Question

Jun has 120 meters of fencing to make a rectangular enclosure. She also wants to use some fencing to split the enclosure into two parts with a fence parallel to two of the sides. What dimensions should the enclosure have to have the maximum possible area?

Answer 1

Lenght = 20m

Width = 30m

Explanation:

Perimeter of a rectangular enclosure = 2(L+W)

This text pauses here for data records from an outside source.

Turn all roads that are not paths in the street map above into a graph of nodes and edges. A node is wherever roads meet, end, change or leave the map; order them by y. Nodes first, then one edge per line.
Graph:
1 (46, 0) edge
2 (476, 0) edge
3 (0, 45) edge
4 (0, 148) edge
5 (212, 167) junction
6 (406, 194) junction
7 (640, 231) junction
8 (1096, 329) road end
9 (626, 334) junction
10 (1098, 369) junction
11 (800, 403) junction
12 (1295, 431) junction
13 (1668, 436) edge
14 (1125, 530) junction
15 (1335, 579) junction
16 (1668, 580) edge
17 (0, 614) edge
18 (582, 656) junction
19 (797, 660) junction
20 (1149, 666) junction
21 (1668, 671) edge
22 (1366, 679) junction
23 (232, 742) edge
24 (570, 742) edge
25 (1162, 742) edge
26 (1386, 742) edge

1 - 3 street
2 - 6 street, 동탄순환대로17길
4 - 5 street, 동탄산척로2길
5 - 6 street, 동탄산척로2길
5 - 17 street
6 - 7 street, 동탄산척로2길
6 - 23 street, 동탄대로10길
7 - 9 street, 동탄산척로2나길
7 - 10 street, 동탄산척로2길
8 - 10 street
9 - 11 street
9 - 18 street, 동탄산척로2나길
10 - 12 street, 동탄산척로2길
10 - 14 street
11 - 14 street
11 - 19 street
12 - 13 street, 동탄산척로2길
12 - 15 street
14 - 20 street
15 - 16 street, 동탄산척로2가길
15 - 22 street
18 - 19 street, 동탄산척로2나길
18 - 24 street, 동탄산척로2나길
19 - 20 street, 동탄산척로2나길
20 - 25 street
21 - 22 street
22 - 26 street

Adding a length of the fence parallel to one side of the sudden to split the closure, the total is 2(L+W) + L = 120

Area of a rectangular closure = L*W

To find the dimension that would maximize the area solve for L and W.

2(L+W) + L = 120

2L + 2W + L = 120

3L + 2W = 120

2W = 120 - 3L

W = (120 - 3L)/2

Put the value of W into Area formula

A = L*W

A = L *(120 - 3L) /2

= L(60 - 1.5L)

= 60L - 1.5L^2

= -1.5L^2 + 60L

This is a quadratic equation. Compare to ax^2 + bx + c

L = -b/2a

a = -1.5, b= 60, c= 0

L = -60/2(-1.5)

= -60/-3

= 20m

Put L = 20 into the value of W

W = (120 - 3L) /2

W= (120 - 3*20) / 2

= (120 - 60)/2

= 60 / 2

= 30m

The dimensions are 20m by 30m